Special note from Eric: I’ll be sharing a brief (5-minute) version of my testimony today during a special hour-long message at our church. I’d love for you to watch the whole service live online at 9 am, 11 am, or 5 pm (Central Daylight Time) at this link: live.eastview.church


This Day's Thought from The Ranch

AVENGING PRAYERS – PSALM 109
Lesson 22 of Psalms: Lessons in Prayer

by Eric Elder
The Ranch

You can listen to today’s psalm here:
Psalm 109, read by Lana Elder, with Handel’s “Sarabande,” played by Eric Elder

Is it ever okay to ask God to bring vengeance on someone who is acting maliciously toward us? If David’s prayers are any indication of what we can or can’t ask of God, then the answer is “Yes.”

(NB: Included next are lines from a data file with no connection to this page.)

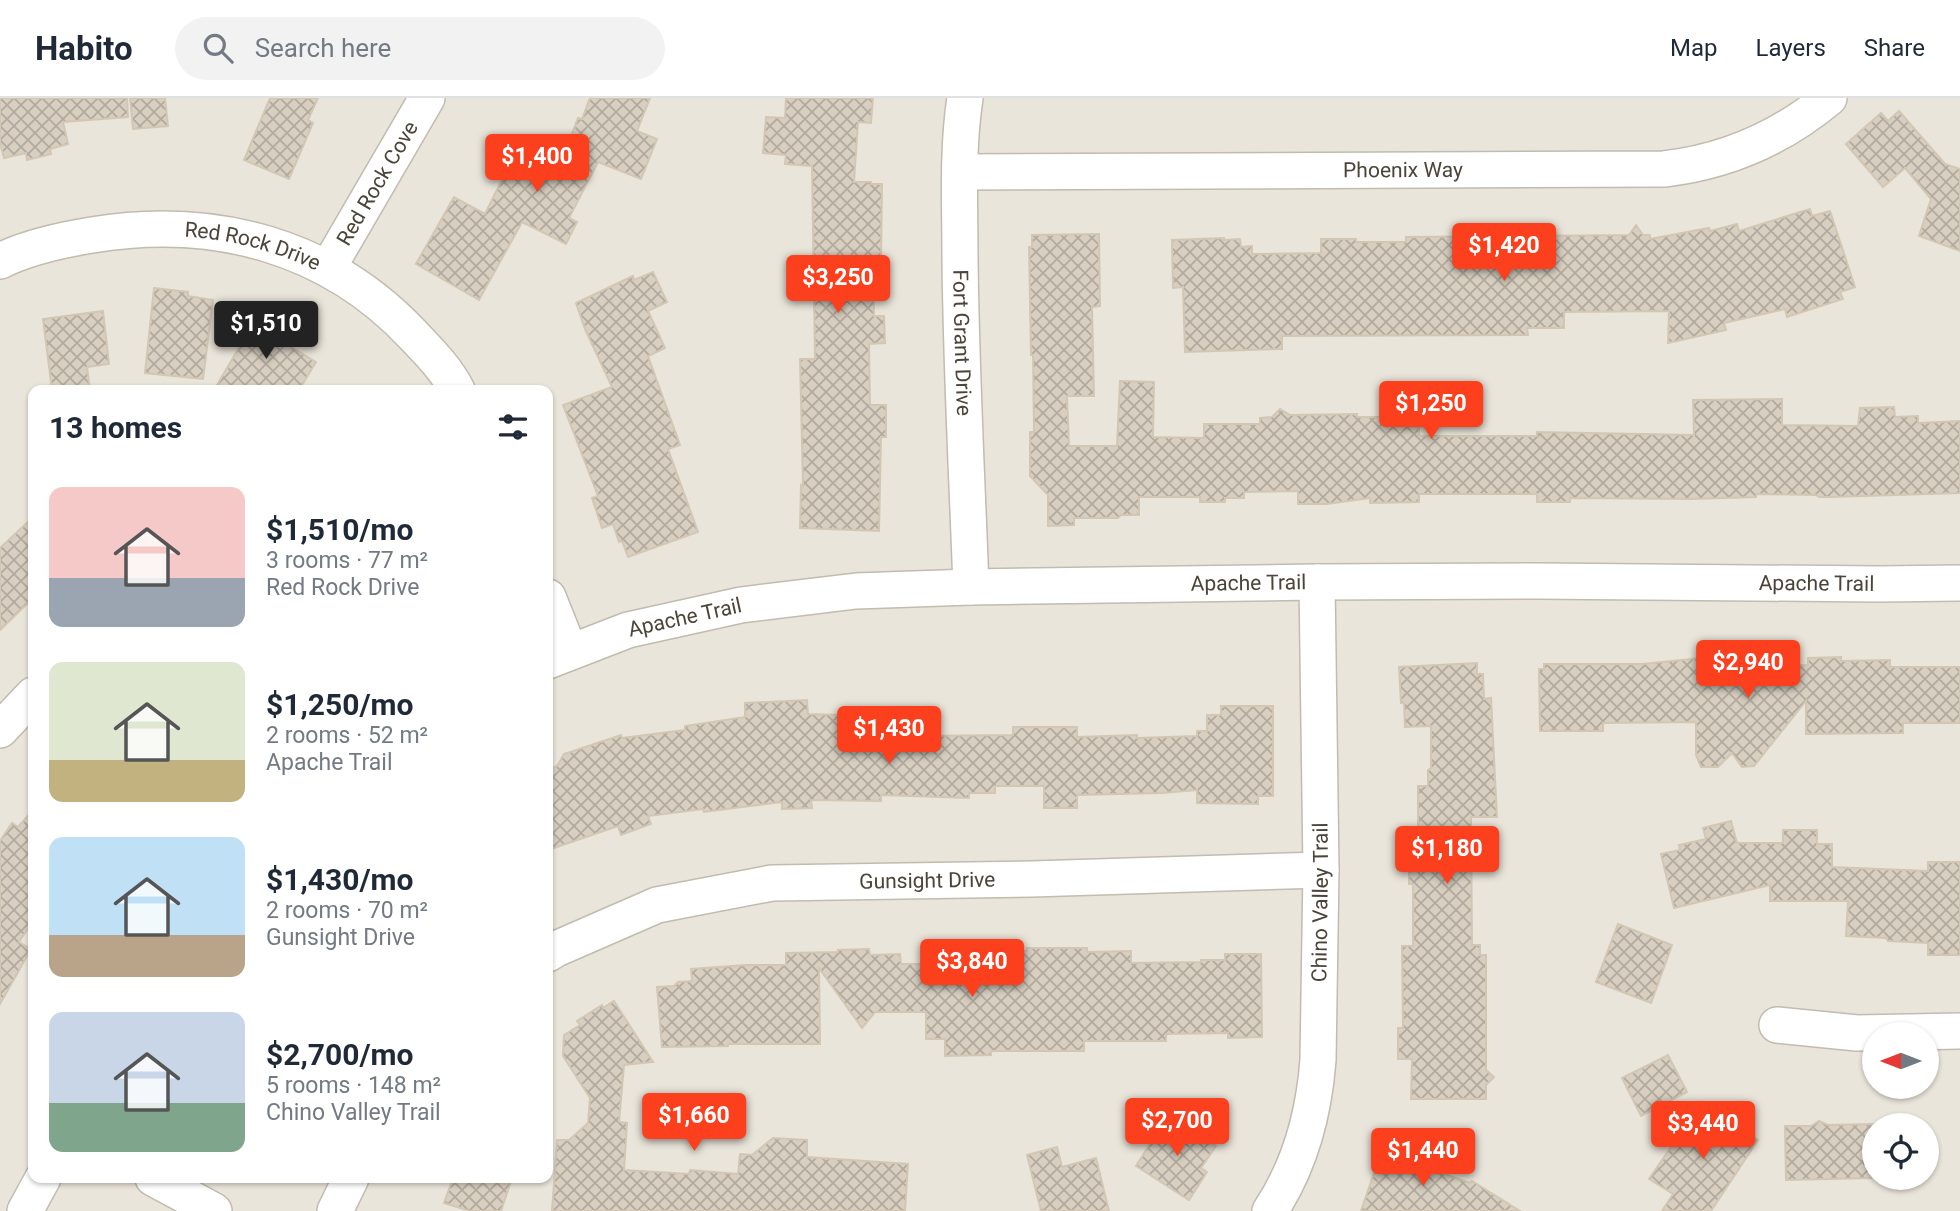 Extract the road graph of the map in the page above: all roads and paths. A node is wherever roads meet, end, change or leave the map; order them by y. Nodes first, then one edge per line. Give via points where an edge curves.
1 (427, 98) edge
2 (965, 98) edge
3 (1829, 98) edge
4 (960, 172) junction
5 (0, 261) edge
6 (328, 268) junction
7 (442, 384) edge
8 (1317, 582) junction
9 (1960, 583) edge
10 (971, 587) junction
11 (553, 624) edge
12 (559, 656) edge
13 (28, 700) edge
14 (0, 730) edge
15 (1321, 870) junction
16 (553, 950) edge
17 (1777, 1025) dead end
18 (1960, 1031) edge
19 (40, 1183) edge
20 (162, 1183) edge
21 (349, 1183) edge
22 (25, 1211) edge
23 (214, 1211) edge
24 (335, 1211) edge
25 (1270, 1211) edge

1 - 6 street, Red Rock Cove
2 - 4 street, Fort Grant Drive
3 - 4 street, Phoenix Way via 1807,117 1762,143 1690,166 1664,169
4 - 10 street, Fort Grant Drive
5 - 6 street, Red Rock Drive via 67,239 124,230 183,229 253,239
6 - 7 street, Red Rock Drive via 397,317
8 - 9 street, Apache Trail
8 - 10 street, Apache Trail
8 - 15 street, Chino Valley Trail
10 - 12 street, Apache Trail via 856,591 741,605 628,630
11 - 12 street
13 - 14 street
15 - 16 street, Gunsight Drive via 772,883 657,905
15 - 25 street, Chino Valley Trail via 1316,1085 1297,1159
17 - 18 street via 1857,1033
19 - 22 street
20 - 23 street
21 - 24 street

It’s not an easy answer, though, as God’s viewpoint on our troubles is not always the same as our own. We can sometimes be wrong in our assessment of others, and we can sometimes minimize our own guilt while magnifying the guilt of others.

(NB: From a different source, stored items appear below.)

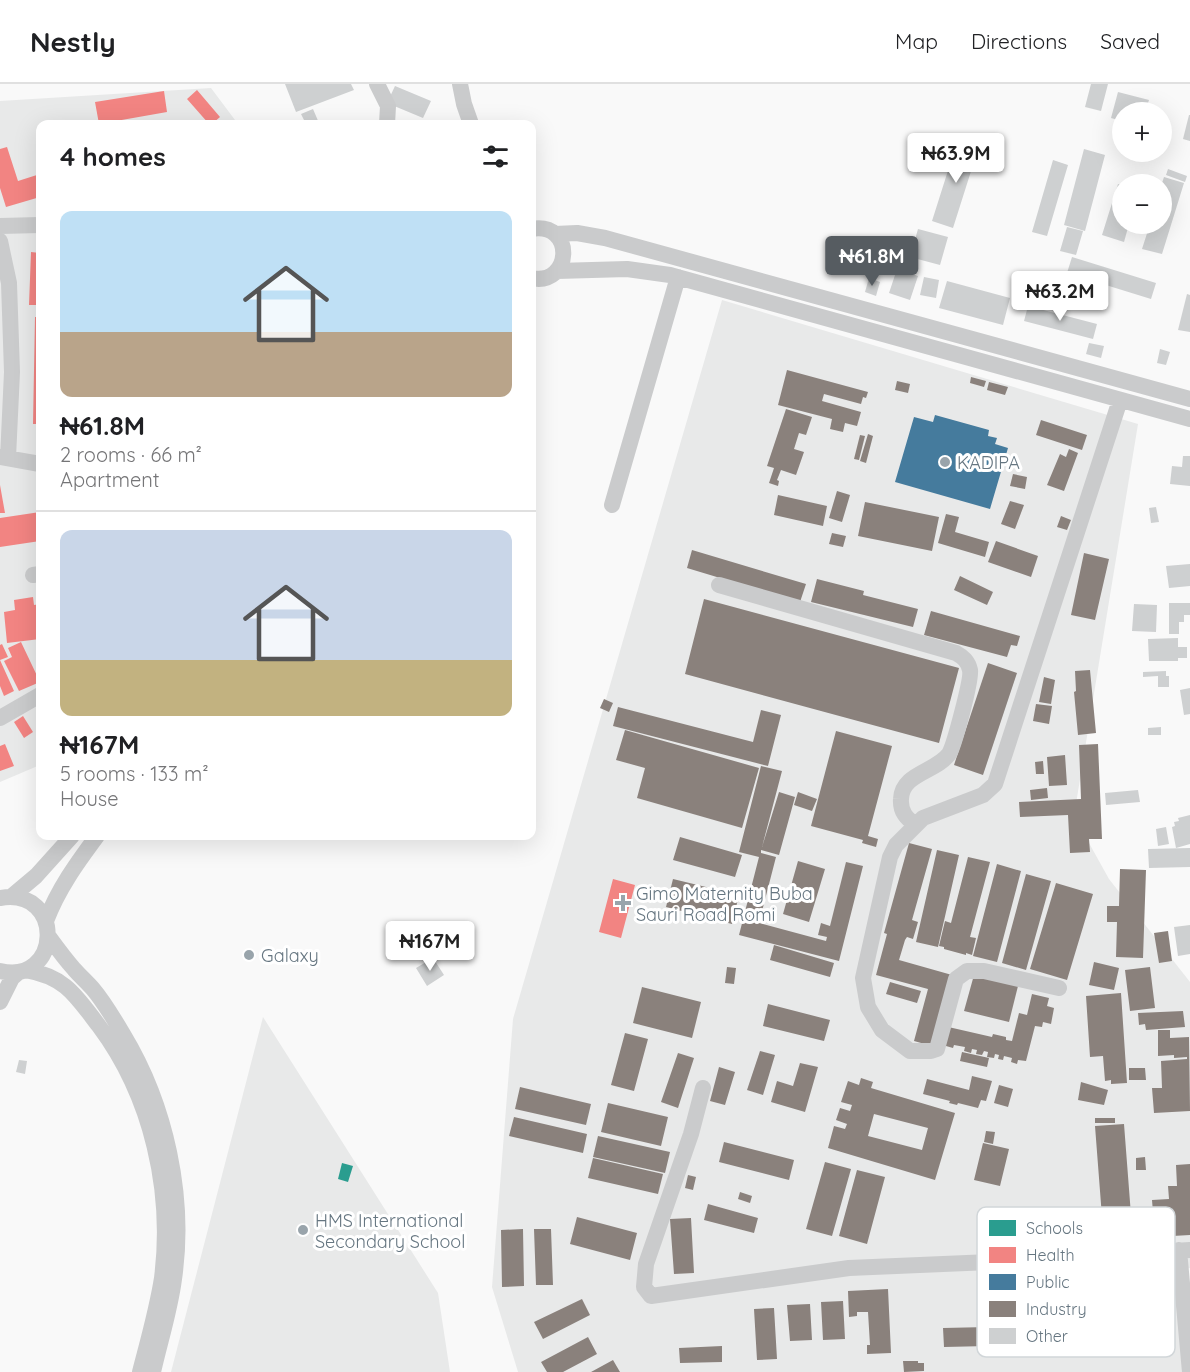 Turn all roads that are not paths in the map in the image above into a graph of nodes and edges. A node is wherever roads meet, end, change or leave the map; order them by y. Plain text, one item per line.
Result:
1 (376, 84) edge
2 (460, 84) edge
3 (387, 120) edge
4 (470, 120) edge
5 (36, 225) edge
6 (0, 226) edge
7 (540, 227) edge
8 (0, 241) edge
9 (556, 271) junction
10 (678, 277) junction
11 (536, 278) edge
12 (1190, 399) edge
13 (1120, 400) junction
14 (1190, 419) edge
15 (4, 457) edge
16 (36, 463) edge
17 (612, 505) dead end
18 (719, 585) dead end
19 (36, 697) edge
20 (2, 712) edge
21 (916, 825) junction
22 (68, 840) edge
23 (94, 840) edge
24 (5, 897) edge
25 (47, 929) junction
26 (0, 971) edge
27 (22, 971) junction
28 (1059, 988) dead end
29 (0, 1002) edge
30 (703, 1088) dead end
31 (1185, 1250) edge
32 (977, 1263) edge
33 (140, 1372) edge
34 (153, 1372) edge
35 (1190, 1372) edge

1 - 3 street
2 - 4 street
5 - 6 street
7 - 9 street
7 - 12 street
8 - 15 street
9 - 10 street
9 - 11 street
10 - 13 street
10 - 17 street
13 - 14 street
13 - 21 street
15 - 16 street
18 - 21 street
19 - 20 street
21 - 28 street
22 - 24 street
23 - 25 street
24 - 25 street
25 - 27 street
25 - 34 street
26 - 27 street
27 - 29 street
27 - 33 street
30 - 32 street
31 - 35 street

Still, there are times when the malice of others is so evil, so awful, and so clear, that it is altogether fitting and proper to ask God to intervene on our behalf, to spare us from further harm, and to bring about justice on those who are acting contemptuously.

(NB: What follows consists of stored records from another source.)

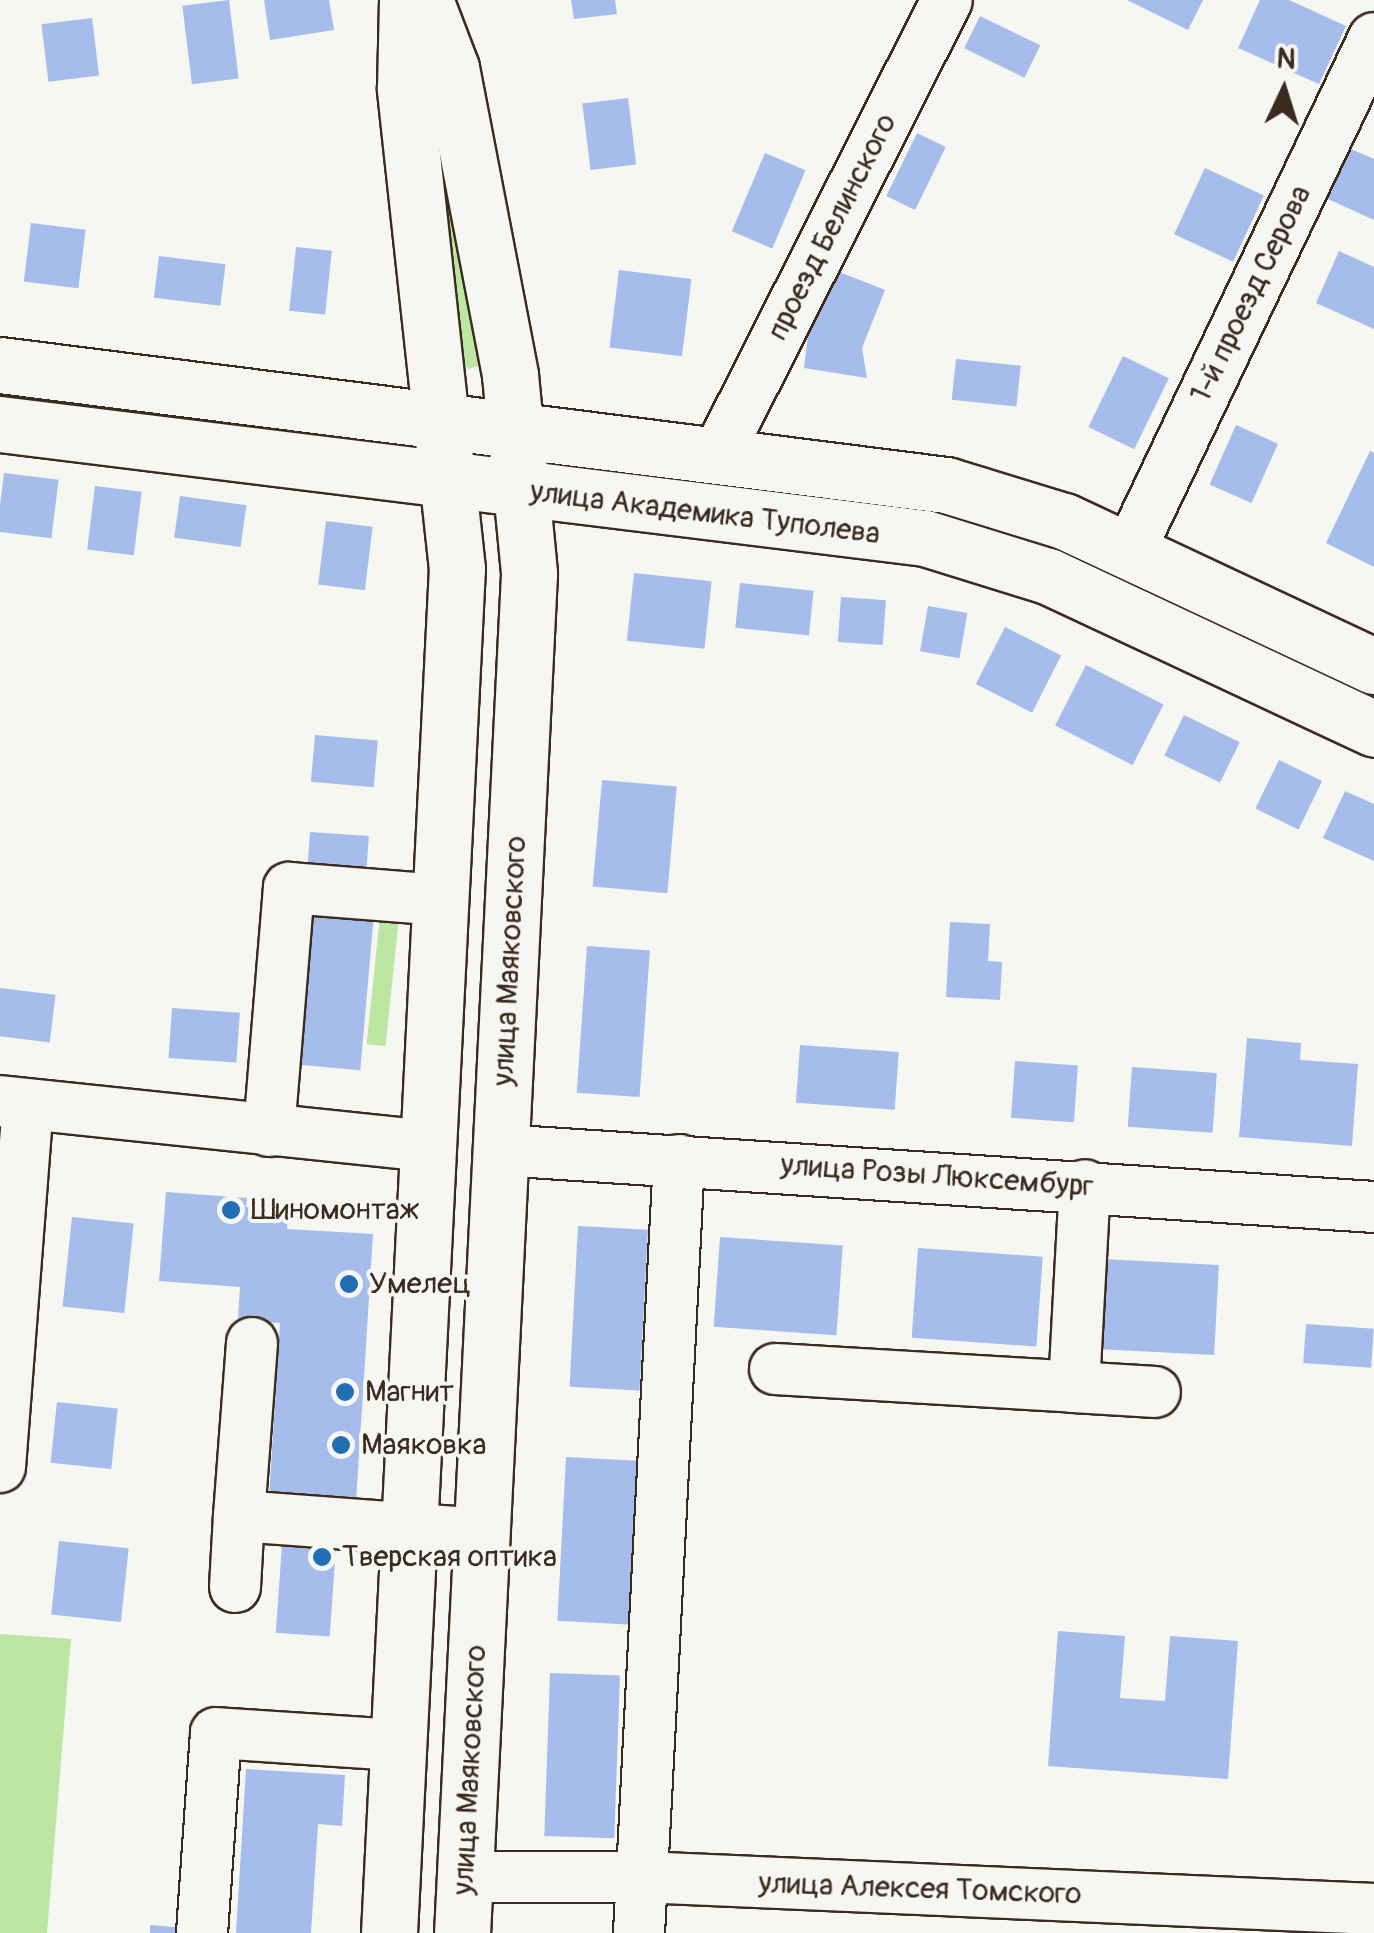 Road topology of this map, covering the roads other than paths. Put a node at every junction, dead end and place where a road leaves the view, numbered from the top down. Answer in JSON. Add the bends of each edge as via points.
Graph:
{"nodes":[{"id":1,"x":408,"y":0,"type":"edge"},
{"id":2,"x":425,"y":0,"type":"edge"},
{"id":3,"x":946,"y":0,"type":"edge"},
{"id":4,"x":1374,"y":38,"type":"edge"},
{"id":5,"x":0,"y":364,"type":"edge"},
{"id":6,"x":438,"y":422,"type":"junction"},
{"id":7,"x":0,"y":424,"type":"edge"},
{"id":8,"x":520,"y":431,"type":"junction"},
{"id":9,"x":718,"y":454,"type":"junction"},
{"id":10,"x":444,"y":482,"type":"junction"},
{"id":11,"x":522,"y":492,"type":"junction"},
{"id":12,"x":1130,"y":550,"type":"junction"},
{"id":13,"x":1374,"y":666,"type":"edge"},
{"id":14,"x":1374,"y":729,"type":"edge"},
{"id":15,"x":440,"y":900,"type":"junction"},
{"id":16,"x":14,"y":1103,"type":"edge"},
{"id":17,"x":269,"y":1131,"type":"junction"},
{"id":18,"x":428,"y":1146,"type":"junction"},
{"id":19,"x":500,"y":1150,"type":"junction"},
{"id":20,"x":679,"y":1160,"type":"junction"},
{"id":21,"x":1086,"y":1185,"type":"junction"},
{"id":22,"x":1374,"y":1207,"type":"edge"},
{"id":23,"x":252,"y":1343,"type":"dead end"},
{"id":24,"x":775,"y":1369,"type":"dead end"},
{"id":25,"x":1074,"y":1387,"type":"junction"},
{"id":26,"x":1156,"y":1392,"type":"dead end"},
{"id":27,"x":0,"y":1468,"type":"edge"},
{"id":28,"x":239,"y":1516,"type":"junction"},
{"id":29,"x":409,"y":1528,"type":"junction"},
{"id":30,"x":482,"y":1534,"type":"junction"},
{"id":31,"x":236,"y":1586,"type":"dead end"},
{"id":32,"x":398,"y":1745,"type":"junction"},
{"id":33,"x":465,"y":1877,"type":"junction"},
{"id":34,"x":642,"y":1877,"type":"junction"},
{"id":35,"x":1374,"y":1909,"type":"edge"},
{"id":36,"x":1169,"y":1916,"type":"edge"},
{"id":37,"x":202,"y":1933,"type":"edge"},
{"id":38,"x":389,"y":1933,"type":"edge"},
{"id":39,"x":462,"y":1933,"type":"edge"},
{"id":40,"x":639,"y":1933,"type":"edge"}],
"edges":[{"from":1,"to":6,"type":"main road","via":[[405,88]]},
{"from":2,"to":8,"type":"main road","name":"улица Маяковского","via":[[451,68]]},
{"from":3,"to":9,"type":"street","name":"проезд Белинского"},
{"from":4,"to":12,"type":"street","name":"1-й проезд Серова"},
{"from":5,"to":6,"type":"main road","name":"улица Академика Туполева"},
{"from":6,"to":8,"type":"main road","name":"улица Академика Туполева"},
{"from":6,"to":10,"type":"main road"},
{"from":7,"to":10,"type":"main road","name":"улица Академика Туполева"},
{"from":8,"to":9,"type":"main road","name":"улица Академика Туполева"},
{"from":8,"to":11,"type":"main road","name":"улица Маяковского"},
{"from":9,"to":12,"type":"main road","name":"улица Академика Туполева","via":[[946,484],[1038,510]]},
{"from":10,"to":11,"type":"main road","name":"улица Академика Туполева"},
{"from":10,"to":15,"type":"main road","via":[[457,569]]},
{"from":11,"to":14,"type":"main road","name":"улица Академика Туполева","via":[[926,538],[987,553]]},
{"from":11,"to":19,"type":"main road","name":"улица Маяковского","via":[[529,574]]},
{"from":12,"to":13,"type":"main road","name":"улица Академика Туполева"},
{"from":15,"to":17,"type":"street","via":[[289,888]]},
{"from":15,"to":18,"type":"main road"},
{"from":16,"to":17,"type":"street"},
{"from":16,"to":27,"type":"street"},
{"from":17,"to":18,"type":"street"},
{"from":18,"to":29,"type":"main road"},
{"from":19,"to":20,"type":"street","name":"улица Розы Люксембург"},
{"from":19,"to":30,"type":"main road","name":"улица Маяковского"},
{"from":20,"to":21,"type":"street","name":"улица Розы Люксембург"},
{"from":20,"to":34,"type":"street"},
{"from":21,"to":22,"type":"street","name":"улица Розы Люксембург"},
{"from":21,"to":25,"type":"street"},
{"from":23,"to":28,"type":"street"},
{"from":24,"to":25,"type":"street"},
{"from":25,"to":26,"type":"street"},
{"from":28,"to":29,"type":"street"},
{"from":28,"to":31,"type":"street"},
{"from":29,"to":30,"type":"street"},
{"from":29,"to":32,"type":"main road"},
{"from":30,"to":33,"type":"main road","name":"улица Маяковского"},
{"from":32,"to":37,"type":"street","via":[[216,1733]]},
{"from":32,"to":38,"type":"main road"},
{"from":33,"to":34,"type":"street","name":"улица Алексея Томского"},
{"from":33,"to":39,"type":"main road","name":"улица Маяковского"},
{"from":34,"to":36,"type":"street","name":"улица Алексея Томского"},
{"from":34,"to":40,"type":"street"},
{"from":35,"to":36,"type":"street","name":"улица Алексея Томского"}]}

Listen to David’s prayer in Psalm 109, and see what you think. David begins by explaining the problem as he sees it:

“O God, whom I praise, do not remain silent,
for wicked and deceitful men have opened their mouths against me;
they have spoken against me with lying tongues.
With words of hatred they surround me; they attack me without cause.
In return for my friendship they accuse me, but I am a man of prayer.
They repay me evil for good, and hatred for my friendship” (vv. 1-4).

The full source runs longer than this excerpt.